VOLVER A LO SIMPLE
LA IMPORTANCIA DE
JUGAR
Hay una idea que se repite sin que nadie la diga en voz alta: hay que ser productivos. Desde pequeños aprendemos que lo importante en la vida es hacer, rendir, lograr cosas… Se nos premia por cumplir, por no perder el tiempo, por aprovechar cada minuto, y es que vivimos en una época en la que descansar da culpa y “no hacer nada” parece casi un pecado.
Pero esa exigencia constante de producir tiene un precio, pues acabamos acumulando altos niveles estrés, y sentimientos continuados de no llegar a todo.
El trabajo, que alguna vez fue solo una parte de la vida, ha terminado ocupándolo todo. La mayoría de nosotros ya no descansa por placer, sino para recuperar energías y poder rendir otra vez.
Incluso los momentos de ocio no tienen la función que deberían, por ejemplo hacemos yoga o meditación para recuperar fuerzas y ser más eficientes, leemos para mejorar en nuestras capacidades, viajamos para “recargar pilas”. Parece que cualquier cosa que no se traduzca en resultados medibles pierde valor.“El descanso ya no es un placer, sino una herramienta para
seguir produciendo.”
Y sin embargo, en algún rincón de nosotros todavía vive algo
que se resiste a esa lógica, una parte que no quiere ser útil, que no busca
rendimiento, sino simplemente existir con ligereza. Esa parte que disfruta
perder la noción del tiempo, reír sin
motivo, crear sin objetivo. Esa parte que necesita volver a jugar.
El juego, entendido no como un pasatiempo, sino como una
actitud ante la vida, en el fondo es una forma de libertad. Jugar es actuar sin la presión del resultado,
sin que nada dependa de ello, es recuperar la curiosidad, la imaginación, el
asombro que teníamos de niños cuando hacíamos cosas solo porque sí. En el juego
no hay ganadores ni productividad; hay presencia, emoción y disfrute.
El juego como un
retorno a lo básico
Jugar no es una frivolidad ni una pérdida de tiempo: es una
necesidad tan antigua como el lenguaje. El juego es el espacio donde el ser
humano se expresa sin propósito, donde la acción y el disfrute son uno. En el
juego desaparece la utilidad, y aparece el sentido.

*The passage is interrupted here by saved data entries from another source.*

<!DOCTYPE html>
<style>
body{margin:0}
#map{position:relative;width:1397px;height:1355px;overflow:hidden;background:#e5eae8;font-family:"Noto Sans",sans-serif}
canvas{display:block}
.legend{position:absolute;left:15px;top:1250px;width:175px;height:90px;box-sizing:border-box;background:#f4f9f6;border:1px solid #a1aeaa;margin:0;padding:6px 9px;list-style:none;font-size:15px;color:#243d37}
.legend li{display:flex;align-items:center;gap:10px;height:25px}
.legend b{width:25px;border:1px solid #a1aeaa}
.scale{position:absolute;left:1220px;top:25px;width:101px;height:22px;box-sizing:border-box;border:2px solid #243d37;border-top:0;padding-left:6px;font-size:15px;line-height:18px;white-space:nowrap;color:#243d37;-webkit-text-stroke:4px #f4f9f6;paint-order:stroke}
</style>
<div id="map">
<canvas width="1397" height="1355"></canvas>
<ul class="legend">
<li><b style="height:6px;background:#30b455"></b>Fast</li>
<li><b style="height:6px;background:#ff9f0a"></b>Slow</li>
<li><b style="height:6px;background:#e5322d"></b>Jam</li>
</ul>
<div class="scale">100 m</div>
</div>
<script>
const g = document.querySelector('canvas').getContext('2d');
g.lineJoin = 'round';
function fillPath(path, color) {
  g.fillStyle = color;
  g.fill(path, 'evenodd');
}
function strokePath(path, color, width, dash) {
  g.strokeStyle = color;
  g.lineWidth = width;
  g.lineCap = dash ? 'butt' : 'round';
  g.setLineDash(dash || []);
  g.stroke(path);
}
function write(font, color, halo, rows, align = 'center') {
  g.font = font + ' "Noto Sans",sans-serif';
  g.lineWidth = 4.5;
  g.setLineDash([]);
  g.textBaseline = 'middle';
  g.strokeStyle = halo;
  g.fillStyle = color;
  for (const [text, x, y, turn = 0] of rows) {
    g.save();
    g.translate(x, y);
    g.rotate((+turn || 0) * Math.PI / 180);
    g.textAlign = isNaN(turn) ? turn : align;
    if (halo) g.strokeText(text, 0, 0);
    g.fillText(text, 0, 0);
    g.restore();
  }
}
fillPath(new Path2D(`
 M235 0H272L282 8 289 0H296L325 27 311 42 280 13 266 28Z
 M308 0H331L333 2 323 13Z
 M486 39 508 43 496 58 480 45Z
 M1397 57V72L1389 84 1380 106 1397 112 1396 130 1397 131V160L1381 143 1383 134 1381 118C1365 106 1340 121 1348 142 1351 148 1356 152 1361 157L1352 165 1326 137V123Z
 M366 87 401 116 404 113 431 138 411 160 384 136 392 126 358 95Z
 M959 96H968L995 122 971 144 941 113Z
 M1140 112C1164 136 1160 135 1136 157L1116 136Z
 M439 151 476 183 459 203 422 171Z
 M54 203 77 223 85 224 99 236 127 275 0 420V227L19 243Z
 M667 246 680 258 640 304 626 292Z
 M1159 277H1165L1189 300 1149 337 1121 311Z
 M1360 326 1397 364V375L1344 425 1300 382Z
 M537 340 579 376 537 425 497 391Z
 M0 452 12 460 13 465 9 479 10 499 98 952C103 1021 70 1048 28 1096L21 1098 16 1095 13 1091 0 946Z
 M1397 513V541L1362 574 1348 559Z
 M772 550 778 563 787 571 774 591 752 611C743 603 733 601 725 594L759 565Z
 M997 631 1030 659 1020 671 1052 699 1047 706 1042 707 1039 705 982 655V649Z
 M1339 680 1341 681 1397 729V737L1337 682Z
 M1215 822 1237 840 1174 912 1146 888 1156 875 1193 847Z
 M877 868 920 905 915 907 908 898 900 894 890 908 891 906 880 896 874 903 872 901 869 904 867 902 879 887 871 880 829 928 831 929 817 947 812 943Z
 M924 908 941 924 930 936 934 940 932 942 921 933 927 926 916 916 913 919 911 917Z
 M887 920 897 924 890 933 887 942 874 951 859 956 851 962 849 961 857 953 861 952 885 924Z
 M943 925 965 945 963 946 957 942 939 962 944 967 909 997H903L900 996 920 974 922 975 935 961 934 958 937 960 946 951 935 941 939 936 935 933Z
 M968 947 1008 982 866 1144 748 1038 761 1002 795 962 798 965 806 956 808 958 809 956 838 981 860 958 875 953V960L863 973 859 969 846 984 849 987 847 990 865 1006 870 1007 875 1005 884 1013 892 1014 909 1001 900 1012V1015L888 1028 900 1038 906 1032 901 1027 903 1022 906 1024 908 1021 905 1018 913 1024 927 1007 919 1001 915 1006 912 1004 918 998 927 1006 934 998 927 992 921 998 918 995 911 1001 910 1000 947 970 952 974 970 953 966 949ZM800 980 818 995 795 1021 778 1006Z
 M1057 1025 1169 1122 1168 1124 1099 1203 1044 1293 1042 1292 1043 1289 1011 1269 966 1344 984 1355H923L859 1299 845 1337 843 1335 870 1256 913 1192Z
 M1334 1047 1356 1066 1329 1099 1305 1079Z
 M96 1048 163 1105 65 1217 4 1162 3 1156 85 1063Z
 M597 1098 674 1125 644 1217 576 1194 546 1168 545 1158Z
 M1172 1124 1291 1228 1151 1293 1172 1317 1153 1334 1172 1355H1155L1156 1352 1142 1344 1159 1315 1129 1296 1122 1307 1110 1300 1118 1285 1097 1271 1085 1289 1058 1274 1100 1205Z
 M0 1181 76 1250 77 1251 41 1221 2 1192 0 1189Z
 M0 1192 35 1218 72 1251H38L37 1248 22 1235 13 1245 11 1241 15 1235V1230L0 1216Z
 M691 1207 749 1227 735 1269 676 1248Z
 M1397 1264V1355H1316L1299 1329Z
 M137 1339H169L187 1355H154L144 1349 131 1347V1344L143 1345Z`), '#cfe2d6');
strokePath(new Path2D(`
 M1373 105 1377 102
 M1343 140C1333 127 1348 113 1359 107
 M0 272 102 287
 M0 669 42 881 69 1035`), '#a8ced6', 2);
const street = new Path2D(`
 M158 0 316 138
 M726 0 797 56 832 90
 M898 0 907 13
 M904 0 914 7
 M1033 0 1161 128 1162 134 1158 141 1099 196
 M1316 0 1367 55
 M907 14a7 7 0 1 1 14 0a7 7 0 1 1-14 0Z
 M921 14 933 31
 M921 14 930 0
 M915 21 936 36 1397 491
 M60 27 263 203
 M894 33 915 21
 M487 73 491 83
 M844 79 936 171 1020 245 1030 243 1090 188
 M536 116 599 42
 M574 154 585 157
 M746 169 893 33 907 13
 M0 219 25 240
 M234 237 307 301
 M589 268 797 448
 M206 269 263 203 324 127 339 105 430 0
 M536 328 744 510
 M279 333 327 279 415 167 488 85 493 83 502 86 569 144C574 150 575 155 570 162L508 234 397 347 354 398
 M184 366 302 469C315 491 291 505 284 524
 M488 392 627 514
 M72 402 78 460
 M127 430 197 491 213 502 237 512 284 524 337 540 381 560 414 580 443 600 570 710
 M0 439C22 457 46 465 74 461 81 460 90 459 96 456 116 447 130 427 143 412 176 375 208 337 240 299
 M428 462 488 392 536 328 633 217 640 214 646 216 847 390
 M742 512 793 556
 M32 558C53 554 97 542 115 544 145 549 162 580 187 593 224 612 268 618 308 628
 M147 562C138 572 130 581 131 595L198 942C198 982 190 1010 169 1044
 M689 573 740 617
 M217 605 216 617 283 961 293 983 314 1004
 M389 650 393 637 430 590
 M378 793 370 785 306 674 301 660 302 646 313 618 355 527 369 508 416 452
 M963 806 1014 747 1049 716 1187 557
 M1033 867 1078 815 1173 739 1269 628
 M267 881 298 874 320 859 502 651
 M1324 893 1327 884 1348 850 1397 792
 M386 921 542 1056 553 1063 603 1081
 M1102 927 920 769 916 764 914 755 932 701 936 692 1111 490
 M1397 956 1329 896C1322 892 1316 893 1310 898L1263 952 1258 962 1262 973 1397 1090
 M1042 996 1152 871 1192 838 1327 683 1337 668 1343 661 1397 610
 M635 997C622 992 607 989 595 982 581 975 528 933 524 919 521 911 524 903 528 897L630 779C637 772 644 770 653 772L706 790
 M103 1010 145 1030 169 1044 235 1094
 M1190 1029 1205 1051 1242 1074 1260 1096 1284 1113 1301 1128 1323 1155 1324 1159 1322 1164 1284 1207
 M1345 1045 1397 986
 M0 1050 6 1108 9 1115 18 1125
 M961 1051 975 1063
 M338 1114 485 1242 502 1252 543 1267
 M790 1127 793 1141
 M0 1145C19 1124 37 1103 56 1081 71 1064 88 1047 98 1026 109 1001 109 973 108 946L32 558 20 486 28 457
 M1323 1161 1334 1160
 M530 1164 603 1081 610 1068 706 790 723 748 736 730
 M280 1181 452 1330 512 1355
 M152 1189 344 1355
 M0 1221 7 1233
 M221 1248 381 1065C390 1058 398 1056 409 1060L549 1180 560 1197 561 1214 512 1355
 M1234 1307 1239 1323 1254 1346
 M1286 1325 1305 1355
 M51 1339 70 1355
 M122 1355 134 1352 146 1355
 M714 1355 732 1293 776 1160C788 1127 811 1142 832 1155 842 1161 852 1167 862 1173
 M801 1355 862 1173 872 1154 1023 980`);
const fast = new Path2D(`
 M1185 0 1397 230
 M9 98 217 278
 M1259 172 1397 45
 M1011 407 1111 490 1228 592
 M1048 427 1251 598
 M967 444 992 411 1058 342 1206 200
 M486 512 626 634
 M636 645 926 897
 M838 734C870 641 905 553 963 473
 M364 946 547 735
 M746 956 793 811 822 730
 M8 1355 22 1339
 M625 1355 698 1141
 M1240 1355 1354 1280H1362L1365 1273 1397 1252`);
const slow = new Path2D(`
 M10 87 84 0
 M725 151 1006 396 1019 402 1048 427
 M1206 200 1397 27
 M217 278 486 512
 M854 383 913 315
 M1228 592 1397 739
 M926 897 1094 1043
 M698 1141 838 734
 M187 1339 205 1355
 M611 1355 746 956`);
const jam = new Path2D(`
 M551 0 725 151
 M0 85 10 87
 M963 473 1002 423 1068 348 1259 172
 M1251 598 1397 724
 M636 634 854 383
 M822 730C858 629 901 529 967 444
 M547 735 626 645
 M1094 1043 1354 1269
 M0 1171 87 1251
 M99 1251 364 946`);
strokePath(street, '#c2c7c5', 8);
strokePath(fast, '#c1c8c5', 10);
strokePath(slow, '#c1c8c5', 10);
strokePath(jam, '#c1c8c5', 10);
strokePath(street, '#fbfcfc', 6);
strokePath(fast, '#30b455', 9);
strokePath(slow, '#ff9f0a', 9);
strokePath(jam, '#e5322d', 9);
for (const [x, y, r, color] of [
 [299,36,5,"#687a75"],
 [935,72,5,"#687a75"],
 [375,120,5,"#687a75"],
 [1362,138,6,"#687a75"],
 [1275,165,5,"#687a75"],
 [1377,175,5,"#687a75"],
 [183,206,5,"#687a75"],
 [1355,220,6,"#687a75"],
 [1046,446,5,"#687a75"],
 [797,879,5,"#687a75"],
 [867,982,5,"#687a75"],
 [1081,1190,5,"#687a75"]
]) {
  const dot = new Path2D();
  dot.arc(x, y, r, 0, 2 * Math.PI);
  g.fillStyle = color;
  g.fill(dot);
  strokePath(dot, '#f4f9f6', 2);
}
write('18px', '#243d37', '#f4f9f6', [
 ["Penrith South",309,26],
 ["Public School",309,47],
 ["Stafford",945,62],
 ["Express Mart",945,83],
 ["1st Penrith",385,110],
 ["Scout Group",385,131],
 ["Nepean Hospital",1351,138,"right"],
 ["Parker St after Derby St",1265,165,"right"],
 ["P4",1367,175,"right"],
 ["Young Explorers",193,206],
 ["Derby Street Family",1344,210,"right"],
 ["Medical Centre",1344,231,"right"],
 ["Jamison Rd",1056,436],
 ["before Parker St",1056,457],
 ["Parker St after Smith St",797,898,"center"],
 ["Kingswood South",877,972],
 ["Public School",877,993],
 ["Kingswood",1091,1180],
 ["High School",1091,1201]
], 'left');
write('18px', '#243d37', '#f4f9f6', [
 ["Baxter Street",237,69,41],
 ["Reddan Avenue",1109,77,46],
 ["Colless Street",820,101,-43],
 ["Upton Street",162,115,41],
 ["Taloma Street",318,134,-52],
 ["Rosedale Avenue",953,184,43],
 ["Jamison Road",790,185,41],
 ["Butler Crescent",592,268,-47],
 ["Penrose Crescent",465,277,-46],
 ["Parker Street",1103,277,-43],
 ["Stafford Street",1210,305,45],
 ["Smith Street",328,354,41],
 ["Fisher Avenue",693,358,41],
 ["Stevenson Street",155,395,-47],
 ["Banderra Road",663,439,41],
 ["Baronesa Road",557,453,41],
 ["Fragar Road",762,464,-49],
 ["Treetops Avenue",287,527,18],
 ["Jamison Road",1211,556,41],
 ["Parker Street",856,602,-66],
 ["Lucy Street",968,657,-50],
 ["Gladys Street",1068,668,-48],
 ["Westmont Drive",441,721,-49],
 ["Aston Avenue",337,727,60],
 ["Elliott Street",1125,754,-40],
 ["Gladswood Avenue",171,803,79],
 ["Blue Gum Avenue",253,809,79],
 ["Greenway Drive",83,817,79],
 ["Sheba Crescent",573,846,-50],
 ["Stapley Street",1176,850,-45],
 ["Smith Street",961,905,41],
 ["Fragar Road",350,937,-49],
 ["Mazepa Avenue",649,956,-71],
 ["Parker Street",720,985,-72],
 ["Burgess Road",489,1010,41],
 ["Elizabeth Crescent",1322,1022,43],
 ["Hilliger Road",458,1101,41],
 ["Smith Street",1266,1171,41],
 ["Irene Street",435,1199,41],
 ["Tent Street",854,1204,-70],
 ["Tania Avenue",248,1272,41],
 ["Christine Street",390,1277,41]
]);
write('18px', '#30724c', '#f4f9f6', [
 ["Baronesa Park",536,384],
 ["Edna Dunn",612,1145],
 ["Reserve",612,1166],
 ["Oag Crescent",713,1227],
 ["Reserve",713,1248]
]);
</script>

Los niños no necesitan razones para jugar, lo hacen porque
sí, porque es su forma de habitar el mundo y, en ese acto, sin pretenderlo ni
buscarlo, aprenden, crean, se relacionan, inventan. En cambio, los adultos,
atrapados por la lógica del rendimiento, hemos olvidado ese impulso natural.
Cuando crecemos, cambiamos la pregunta “¿quieres jugar?” por “¿qué vas a
hacer?”.
El juego, que era expresión de libertad, se convierte en un
lujo en la edad adulta.
Pero jugar no significa ser irresponsable, significa recuperar la capacidad de estar presentes sin
el peso del resultado, volver a un tiempo donde lo que importa no es
ganar o perder, sino experimentar. Jugar es darle al cuerpo y a la mente la
oportunidad de moverse sin objetivo, de crear sin deber, de existir sin
utilidad.
La sociedad de la productividad ha transformado el cansancio
en identidad. Ya no solo estamos
agotados físicamente: estamos exhaustos emocional y mentalmente.
Dormimos menos, corremos más, y aun así sentimos que nunca llegamos a todo. La
paradoja es que el exceso de trabajo, en lugar de darnos seguridad, nos aleja
de nosotros mismos.
El juego, en cambio, no busca eficiencia, es gratuito,
desinteresado, a menudo inútil, y precisamente por eso, es tan
beneficioso. El juego nos devuelve
al presente, a lo simple, a lo espontáneo, nos recuerda que no somos
engranajes de una maquinaria económica, sino seres vivos con imaginación,
emoción y deseo.
Cuando nos permitimos jugar, riendo sin motivo o simplemente
observando el mundo sin prisa, el tiempo cambia y deja de ser una línea que
conduce a un resultado; el cuerpo y la mente se relajan, y la vida vuelve a
sentirse como algo divertido, no como una lista de tareas.